_Task:_ Lines with "true" in the entries below: count them and reply with the number alone.

══════

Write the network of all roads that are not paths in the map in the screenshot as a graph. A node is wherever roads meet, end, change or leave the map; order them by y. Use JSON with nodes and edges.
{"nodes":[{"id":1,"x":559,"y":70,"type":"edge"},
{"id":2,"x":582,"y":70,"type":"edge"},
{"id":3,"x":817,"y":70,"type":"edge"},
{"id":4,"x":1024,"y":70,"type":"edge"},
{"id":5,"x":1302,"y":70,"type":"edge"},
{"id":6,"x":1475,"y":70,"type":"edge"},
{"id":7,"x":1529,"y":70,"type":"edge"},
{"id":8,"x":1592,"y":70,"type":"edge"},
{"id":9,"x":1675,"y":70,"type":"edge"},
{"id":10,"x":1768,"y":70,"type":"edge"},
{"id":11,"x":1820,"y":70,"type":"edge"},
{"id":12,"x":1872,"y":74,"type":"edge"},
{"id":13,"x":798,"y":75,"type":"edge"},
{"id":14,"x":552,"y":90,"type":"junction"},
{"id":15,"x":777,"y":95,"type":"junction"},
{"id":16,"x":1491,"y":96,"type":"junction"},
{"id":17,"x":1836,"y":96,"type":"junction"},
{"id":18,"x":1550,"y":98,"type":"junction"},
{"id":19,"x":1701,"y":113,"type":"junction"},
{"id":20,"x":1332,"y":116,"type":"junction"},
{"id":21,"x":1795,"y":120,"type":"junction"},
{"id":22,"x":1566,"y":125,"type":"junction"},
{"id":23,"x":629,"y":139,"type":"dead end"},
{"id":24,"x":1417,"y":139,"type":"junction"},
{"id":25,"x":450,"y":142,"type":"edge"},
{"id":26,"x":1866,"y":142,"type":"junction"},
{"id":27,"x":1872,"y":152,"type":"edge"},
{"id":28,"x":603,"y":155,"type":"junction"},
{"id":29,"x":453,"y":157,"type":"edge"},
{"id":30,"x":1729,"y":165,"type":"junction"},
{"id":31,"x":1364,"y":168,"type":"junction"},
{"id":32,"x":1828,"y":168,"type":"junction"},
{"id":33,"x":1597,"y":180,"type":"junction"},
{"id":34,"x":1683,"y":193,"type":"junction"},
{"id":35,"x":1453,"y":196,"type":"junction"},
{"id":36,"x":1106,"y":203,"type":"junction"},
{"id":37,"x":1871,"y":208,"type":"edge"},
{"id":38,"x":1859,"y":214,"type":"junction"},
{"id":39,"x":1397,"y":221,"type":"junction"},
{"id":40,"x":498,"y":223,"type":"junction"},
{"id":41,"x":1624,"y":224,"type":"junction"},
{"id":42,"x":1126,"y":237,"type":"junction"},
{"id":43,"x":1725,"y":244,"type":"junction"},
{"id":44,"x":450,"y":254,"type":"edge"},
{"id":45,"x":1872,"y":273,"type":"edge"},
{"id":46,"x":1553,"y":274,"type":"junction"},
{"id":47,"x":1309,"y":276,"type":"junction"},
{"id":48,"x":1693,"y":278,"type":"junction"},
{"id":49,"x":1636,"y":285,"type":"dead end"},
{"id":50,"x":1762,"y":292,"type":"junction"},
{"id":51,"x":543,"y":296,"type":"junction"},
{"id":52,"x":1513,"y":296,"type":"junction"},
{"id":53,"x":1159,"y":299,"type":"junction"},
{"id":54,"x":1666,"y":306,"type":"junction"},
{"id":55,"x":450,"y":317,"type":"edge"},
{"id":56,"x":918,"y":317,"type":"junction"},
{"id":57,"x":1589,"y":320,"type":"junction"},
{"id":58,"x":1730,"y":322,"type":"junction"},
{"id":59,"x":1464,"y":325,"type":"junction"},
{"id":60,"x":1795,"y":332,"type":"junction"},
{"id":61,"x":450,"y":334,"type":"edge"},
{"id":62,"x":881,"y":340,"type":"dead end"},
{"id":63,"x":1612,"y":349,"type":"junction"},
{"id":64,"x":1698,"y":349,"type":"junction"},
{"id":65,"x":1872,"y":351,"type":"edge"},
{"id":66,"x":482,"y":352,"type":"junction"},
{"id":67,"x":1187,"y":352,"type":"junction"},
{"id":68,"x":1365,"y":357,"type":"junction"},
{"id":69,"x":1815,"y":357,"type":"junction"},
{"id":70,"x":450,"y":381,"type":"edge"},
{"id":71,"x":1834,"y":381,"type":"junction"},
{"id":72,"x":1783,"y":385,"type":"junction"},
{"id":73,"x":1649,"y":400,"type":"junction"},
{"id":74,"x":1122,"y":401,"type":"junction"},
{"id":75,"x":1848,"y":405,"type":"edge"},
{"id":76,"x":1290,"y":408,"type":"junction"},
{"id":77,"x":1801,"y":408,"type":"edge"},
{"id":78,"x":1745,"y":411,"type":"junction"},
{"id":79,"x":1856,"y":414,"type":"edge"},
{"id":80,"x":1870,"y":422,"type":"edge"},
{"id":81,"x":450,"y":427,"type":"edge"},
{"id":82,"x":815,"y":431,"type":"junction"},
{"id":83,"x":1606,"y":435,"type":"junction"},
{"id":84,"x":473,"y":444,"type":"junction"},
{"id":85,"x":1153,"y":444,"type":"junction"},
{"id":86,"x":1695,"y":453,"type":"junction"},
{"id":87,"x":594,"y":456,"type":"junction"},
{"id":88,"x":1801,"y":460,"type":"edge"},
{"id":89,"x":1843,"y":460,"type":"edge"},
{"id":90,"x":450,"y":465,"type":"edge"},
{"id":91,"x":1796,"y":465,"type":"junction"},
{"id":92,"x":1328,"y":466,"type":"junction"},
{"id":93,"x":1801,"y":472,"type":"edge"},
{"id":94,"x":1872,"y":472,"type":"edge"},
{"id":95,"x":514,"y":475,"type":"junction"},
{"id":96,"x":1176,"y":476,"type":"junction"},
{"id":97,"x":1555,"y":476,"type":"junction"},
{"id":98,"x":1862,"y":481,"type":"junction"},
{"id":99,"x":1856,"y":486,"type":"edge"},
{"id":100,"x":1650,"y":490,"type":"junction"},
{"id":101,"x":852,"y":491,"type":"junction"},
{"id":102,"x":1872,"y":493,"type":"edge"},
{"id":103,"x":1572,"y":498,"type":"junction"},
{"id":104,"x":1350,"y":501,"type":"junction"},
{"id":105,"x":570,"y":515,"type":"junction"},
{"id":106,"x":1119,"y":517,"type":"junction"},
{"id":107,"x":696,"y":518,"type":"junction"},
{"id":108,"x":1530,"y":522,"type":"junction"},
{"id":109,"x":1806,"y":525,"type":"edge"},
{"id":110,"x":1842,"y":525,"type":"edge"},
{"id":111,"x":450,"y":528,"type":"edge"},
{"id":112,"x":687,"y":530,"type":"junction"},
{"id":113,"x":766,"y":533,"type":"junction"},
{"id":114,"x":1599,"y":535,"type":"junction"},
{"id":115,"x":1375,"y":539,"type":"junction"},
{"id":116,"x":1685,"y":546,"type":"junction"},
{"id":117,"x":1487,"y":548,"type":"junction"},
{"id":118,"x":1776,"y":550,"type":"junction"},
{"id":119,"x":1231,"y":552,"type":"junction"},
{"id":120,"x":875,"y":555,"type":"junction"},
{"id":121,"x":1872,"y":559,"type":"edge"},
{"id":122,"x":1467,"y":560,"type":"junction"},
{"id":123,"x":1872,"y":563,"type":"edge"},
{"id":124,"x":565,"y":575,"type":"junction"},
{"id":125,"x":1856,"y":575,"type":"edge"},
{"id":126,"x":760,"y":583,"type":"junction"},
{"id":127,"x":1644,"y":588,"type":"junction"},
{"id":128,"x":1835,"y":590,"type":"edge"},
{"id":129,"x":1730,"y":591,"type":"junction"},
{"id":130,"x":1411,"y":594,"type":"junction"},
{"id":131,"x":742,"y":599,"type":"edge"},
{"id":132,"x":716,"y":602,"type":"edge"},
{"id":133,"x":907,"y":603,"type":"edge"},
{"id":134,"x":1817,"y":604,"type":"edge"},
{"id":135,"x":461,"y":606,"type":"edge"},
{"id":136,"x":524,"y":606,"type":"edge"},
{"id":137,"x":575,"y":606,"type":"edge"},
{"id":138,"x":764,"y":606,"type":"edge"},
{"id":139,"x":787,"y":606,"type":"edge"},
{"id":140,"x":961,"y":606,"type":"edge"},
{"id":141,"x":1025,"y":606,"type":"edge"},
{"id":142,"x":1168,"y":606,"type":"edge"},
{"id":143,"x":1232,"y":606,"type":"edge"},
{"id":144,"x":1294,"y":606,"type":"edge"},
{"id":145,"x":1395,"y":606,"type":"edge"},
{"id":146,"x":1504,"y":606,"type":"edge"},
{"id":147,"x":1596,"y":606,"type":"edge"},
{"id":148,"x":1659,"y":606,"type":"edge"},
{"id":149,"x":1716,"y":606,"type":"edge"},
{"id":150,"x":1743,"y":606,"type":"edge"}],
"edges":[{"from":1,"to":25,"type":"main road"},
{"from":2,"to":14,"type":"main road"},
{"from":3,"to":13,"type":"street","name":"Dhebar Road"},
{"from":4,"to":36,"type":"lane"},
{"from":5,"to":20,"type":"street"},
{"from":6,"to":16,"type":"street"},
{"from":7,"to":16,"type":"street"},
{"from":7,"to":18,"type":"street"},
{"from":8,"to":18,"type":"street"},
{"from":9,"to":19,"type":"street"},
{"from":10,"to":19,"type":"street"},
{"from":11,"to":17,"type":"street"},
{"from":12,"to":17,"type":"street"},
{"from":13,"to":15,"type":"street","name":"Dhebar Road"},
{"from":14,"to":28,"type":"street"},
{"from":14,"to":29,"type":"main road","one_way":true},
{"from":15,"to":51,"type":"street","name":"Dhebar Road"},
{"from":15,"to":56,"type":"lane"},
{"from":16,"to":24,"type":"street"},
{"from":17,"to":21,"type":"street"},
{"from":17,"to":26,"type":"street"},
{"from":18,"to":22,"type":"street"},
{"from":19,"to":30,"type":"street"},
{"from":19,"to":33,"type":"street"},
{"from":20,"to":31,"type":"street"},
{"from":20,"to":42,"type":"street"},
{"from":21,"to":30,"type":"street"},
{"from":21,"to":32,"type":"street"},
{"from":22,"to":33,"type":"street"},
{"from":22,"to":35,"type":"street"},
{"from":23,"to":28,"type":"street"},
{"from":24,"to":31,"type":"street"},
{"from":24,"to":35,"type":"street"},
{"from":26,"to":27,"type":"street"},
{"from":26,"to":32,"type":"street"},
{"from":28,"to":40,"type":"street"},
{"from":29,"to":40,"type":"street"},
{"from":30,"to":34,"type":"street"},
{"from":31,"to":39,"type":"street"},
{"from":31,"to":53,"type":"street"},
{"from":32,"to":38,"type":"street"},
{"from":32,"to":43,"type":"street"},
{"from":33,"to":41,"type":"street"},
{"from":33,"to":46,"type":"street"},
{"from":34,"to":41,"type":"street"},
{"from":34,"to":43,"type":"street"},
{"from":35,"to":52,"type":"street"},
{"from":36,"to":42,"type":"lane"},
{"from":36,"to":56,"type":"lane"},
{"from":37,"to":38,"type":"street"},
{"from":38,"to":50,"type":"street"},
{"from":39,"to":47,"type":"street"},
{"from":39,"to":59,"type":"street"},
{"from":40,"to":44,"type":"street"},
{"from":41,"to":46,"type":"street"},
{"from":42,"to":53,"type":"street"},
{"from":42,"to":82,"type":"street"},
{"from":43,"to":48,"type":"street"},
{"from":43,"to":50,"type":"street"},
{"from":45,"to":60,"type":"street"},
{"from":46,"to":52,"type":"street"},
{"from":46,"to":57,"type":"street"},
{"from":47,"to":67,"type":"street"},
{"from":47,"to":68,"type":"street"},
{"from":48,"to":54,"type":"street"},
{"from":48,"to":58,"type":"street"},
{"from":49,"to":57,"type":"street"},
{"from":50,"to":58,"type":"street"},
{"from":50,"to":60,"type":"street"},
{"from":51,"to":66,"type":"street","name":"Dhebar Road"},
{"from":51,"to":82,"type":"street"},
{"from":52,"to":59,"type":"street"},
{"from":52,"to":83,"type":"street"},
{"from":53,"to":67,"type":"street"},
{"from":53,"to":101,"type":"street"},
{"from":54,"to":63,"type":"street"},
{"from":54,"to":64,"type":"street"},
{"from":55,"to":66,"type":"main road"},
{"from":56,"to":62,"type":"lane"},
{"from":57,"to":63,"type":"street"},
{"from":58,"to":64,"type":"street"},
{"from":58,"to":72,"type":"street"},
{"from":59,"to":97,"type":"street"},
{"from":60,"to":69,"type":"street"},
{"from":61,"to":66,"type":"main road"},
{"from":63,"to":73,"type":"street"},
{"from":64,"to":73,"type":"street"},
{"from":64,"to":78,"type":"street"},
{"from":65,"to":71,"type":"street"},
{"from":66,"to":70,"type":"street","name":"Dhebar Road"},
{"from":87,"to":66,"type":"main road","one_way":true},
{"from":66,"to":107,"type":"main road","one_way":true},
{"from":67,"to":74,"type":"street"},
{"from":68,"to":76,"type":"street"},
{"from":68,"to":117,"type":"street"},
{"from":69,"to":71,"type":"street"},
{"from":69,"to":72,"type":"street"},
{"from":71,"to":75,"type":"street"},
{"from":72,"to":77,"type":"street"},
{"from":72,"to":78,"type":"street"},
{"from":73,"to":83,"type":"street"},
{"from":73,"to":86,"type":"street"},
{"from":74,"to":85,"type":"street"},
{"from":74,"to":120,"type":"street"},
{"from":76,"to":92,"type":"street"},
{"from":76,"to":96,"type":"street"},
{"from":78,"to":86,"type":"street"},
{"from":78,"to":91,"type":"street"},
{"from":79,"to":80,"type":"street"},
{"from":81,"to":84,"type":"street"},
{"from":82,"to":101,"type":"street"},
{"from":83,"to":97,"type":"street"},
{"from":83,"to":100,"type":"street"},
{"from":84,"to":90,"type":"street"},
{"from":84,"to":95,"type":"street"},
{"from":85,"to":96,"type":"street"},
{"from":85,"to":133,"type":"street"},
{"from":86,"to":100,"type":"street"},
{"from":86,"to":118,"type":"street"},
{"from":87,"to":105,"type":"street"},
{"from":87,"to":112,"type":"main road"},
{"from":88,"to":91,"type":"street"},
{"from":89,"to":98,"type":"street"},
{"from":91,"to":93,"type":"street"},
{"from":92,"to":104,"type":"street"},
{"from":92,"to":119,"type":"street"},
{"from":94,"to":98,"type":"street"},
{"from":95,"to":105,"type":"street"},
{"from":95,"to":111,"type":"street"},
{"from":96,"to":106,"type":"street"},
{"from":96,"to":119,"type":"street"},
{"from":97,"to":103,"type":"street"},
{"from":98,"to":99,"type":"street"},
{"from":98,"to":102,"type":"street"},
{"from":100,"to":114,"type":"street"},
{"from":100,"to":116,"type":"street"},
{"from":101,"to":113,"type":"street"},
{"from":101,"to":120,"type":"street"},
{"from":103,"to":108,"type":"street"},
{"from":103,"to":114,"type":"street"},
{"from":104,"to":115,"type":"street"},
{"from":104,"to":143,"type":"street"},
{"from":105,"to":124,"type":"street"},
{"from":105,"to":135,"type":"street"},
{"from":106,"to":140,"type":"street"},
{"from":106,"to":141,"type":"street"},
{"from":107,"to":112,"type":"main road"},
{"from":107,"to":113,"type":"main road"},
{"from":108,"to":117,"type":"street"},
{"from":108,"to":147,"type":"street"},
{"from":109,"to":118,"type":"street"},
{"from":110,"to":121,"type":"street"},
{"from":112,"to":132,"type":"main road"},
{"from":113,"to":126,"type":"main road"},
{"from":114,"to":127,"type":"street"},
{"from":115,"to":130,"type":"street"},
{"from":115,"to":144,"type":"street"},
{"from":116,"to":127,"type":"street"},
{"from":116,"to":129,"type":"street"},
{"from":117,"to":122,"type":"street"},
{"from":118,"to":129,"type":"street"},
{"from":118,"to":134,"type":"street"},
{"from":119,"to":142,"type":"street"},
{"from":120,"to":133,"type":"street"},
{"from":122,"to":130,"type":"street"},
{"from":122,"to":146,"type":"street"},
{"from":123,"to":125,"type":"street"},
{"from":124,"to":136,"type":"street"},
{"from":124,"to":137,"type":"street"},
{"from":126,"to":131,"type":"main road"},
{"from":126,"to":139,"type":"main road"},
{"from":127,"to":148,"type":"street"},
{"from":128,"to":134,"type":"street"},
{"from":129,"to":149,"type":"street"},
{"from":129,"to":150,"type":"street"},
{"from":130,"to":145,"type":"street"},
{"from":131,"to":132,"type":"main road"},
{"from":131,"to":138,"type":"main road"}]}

══════

_Expected answer:_ 3